Available data Block Start

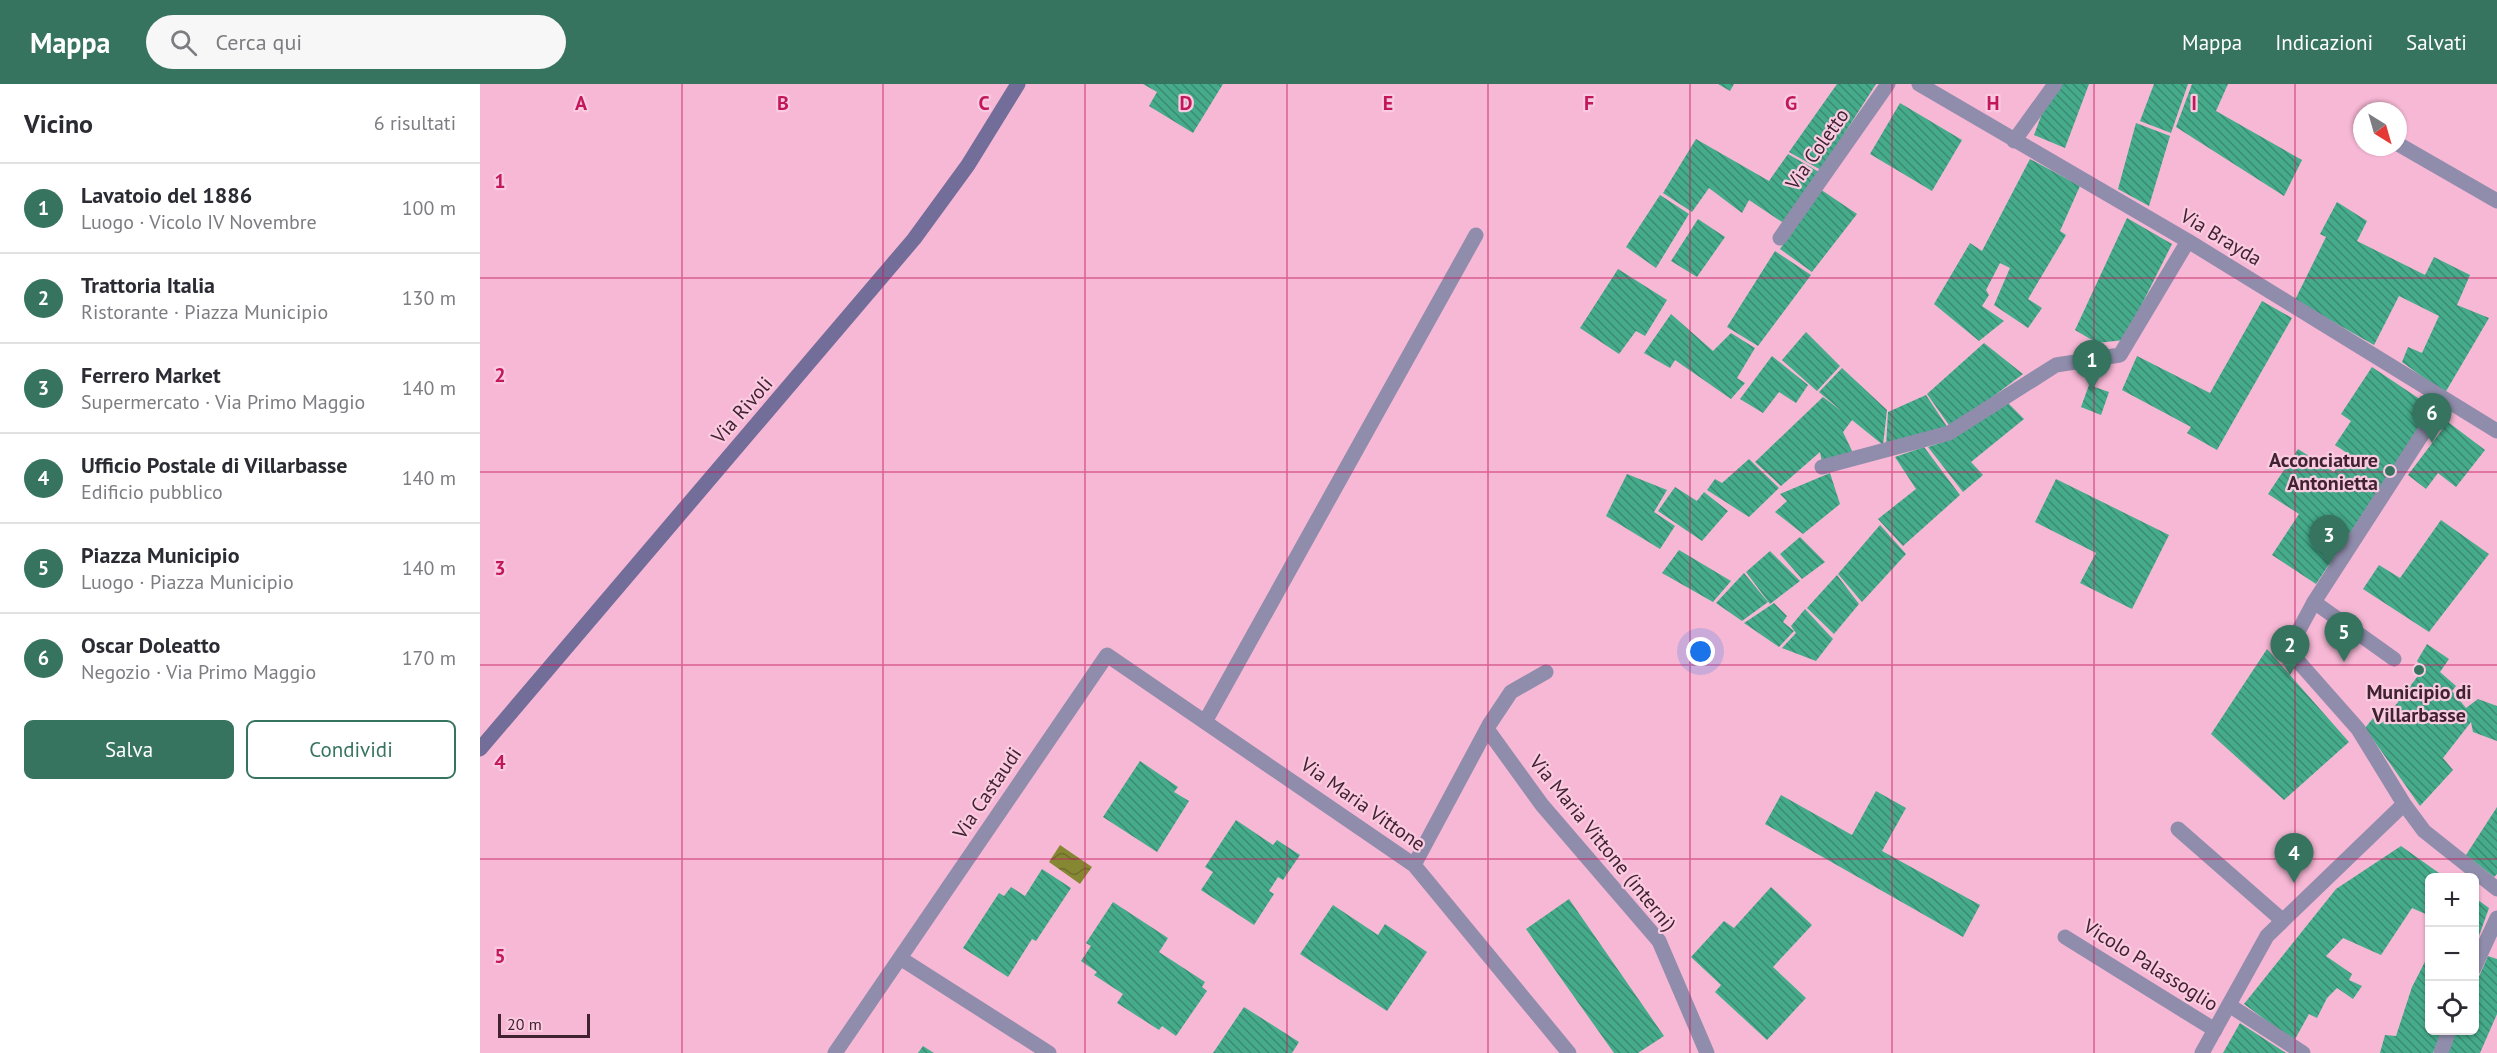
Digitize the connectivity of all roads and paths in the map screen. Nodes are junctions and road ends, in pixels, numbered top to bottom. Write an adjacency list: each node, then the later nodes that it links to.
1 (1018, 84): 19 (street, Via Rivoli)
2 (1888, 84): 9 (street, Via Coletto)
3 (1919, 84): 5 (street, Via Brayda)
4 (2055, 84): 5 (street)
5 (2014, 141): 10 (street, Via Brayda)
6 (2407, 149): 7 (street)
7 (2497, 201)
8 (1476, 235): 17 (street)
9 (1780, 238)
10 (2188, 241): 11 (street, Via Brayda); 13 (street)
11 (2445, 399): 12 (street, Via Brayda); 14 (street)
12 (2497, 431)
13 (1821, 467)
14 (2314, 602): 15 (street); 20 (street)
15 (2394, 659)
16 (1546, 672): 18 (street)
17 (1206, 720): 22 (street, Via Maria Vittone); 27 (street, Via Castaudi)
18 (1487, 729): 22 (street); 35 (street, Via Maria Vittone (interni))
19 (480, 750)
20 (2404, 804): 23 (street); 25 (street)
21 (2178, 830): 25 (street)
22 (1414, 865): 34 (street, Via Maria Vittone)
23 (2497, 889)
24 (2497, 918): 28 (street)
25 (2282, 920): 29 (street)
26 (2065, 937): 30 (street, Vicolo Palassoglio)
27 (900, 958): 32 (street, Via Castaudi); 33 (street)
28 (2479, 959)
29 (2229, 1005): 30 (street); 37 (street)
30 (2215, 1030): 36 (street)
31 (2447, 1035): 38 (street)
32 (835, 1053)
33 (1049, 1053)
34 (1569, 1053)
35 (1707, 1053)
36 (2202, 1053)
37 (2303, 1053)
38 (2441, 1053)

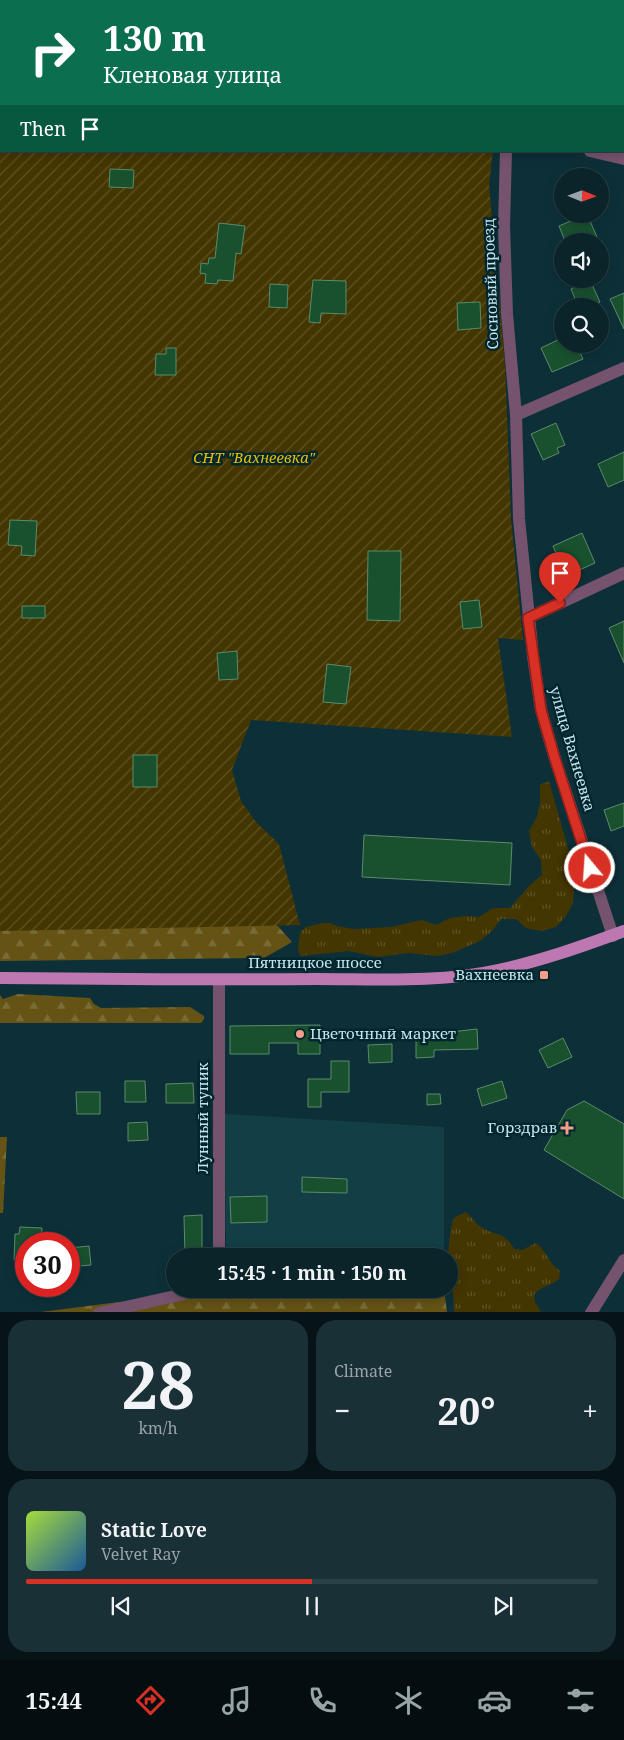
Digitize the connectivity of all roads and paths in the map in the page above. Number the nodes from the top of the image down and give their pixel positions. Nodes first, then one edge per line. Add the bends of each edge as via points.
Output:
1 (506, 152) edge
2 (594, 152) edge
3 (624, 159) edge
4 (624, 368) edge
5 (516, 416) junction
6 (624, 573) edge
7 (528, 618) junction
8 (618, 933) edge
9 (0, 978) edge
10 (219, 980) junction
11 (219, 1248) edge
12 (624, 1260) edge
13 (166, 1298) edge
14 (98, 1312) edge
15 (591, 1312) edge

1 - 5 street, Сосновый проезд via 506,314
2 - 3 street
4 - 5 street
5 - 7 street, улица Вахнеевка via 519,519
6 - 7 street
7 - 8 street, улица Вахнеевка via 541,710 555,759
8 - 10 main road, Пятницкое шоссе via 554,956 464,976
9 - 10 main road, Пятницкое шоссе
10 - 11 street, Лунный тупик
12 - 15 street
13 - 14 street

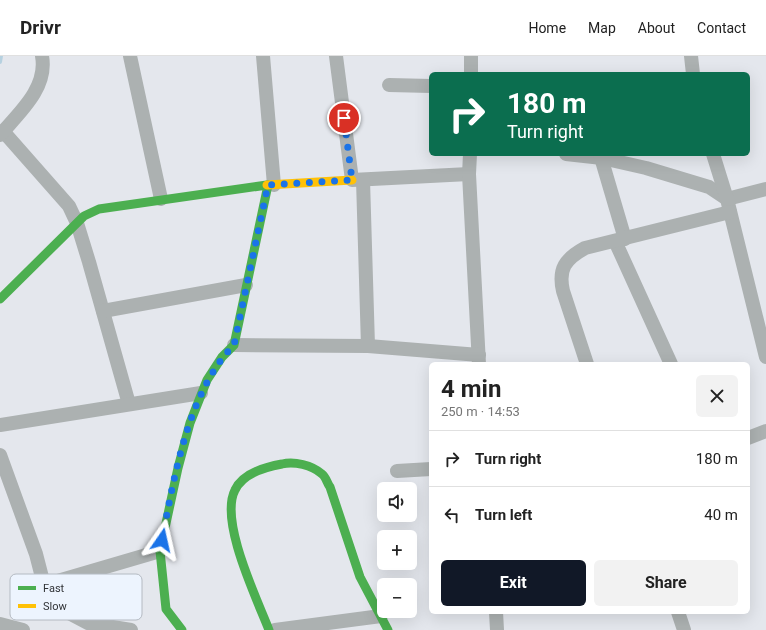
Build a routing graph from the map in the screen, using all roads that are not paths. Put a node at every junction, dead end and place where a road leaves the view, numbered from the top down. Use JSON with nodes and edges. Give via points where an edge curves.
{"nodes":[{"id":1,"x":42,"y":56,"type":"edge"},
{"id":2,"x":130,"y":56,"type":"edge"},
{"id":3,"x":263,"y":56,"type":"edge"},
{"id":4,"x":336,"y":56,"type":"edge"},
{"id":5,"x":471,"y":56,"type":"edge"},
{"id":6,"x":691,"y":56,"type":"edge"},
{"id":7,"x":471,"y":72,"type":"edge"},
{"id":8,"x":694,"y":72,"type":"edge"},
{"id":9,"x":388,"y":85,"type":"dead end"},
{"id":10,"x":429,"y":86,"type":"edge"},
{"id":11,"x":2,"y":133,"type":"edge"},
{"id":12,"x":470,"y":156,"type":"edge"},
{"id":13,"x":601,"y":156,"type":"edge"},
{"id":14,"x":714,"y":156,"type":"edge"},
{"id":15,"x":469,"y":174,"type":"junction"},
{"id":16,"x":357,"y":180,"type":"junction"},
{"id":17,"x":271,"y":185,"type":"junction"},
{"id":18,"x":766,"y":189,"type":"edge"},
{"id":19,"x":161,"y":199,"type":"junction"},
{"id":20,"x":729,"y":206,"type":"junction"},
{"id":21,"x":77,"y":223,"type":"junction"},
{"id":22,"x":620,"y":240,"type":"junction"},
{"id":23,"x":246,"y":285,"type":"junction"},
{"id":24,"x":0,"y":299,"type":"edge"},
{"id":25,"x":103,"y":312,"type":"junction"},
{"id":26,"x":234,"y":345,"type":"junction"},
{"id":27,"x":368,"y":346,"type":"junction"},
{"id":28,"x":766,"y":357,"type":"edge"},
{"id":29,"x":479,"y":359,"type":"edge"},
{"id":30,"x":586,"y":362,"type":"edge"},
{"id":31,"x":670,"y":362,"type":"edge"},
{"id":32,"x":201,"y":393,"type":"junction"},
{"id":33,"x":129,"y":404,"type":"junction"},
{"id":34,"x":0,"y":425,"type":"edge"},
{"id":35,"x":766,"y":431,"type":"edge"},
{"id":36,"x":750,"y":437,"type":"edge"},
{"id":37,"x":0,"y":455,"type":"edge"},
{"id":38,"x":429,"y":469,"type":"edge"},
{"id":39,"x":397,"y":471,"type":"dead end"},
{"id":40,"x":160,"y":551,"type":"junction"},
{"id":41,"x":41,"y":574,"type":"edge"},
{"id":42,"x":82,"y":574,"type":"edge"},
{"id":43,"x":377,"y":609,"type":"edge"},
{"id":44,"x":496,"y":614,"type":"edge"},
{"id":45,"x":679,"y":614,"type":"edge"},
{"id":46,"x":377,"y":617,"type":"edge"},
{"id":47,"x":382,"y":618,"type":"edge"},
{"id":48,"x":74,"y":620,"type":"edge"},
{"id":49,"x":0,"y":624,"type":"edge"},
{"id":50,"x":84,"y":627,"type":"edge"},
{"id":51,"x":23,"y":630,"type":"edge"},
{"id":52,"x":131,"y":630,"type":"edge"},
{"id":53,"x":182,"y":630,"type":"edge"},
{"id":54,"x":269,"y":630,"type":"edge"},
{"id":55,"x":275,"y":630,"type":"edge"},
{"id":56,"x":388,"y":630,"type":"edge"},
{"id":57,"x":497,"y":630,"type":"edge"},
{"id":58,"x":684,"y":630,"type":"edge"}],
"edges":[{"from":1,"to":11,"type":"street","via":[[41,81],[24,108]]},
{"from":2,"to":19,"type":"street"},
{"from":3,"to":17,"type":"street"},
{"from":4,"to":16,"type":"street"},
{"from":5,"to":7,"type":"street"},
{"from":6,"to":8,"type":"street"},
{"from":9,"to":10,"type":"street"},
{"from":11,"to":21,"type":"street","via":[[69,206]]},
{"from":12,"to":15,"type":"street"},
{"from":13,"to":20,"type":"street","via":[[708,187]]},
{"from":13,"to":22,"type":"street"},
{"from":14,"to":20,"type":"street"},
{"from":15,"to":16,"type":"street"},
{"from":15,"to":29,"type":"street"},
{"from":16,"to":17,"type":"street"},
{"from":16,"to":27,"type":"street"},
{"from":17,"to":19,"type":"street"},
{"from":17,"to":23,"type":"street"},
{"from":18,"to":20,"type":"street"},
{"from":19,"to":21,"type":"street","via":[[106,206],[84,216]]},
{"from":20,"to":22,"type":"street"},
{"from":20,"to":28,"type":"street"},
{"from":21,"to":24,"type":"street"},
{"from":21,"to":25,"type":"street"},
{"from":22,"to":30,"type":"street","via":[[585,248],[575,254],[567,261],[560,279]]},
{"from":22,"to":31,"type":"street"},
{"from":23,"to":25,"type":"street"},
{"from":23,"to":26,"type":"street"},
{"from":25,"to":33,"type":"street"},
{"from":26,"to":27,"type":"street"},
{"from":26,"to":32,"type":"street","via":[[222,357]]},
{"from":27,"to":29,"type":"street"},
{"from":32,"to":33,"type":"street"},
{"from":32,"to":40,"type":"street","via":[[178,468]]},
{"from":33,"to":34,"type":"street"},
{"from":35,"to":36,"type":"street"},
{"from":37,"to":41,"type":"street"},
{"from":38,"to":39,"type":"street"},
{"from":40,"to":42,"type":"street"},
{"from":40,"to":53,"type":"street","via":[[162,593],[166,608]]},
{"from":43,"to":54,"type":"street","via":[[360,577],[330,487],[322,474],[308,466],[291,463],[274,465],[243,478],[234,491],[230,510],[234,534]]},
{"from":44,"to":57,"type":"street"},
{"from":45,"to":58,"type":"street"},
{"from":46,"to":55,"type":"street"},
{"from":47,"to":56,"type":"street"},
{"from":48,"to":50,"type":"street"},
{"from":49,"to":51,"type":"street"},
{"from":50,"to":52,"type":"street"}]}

Available data Block End

* _Instructions for the task_
Working from the records above, find how many lines contain the string "Vittone" and answer with the bare number.

* _Result_
3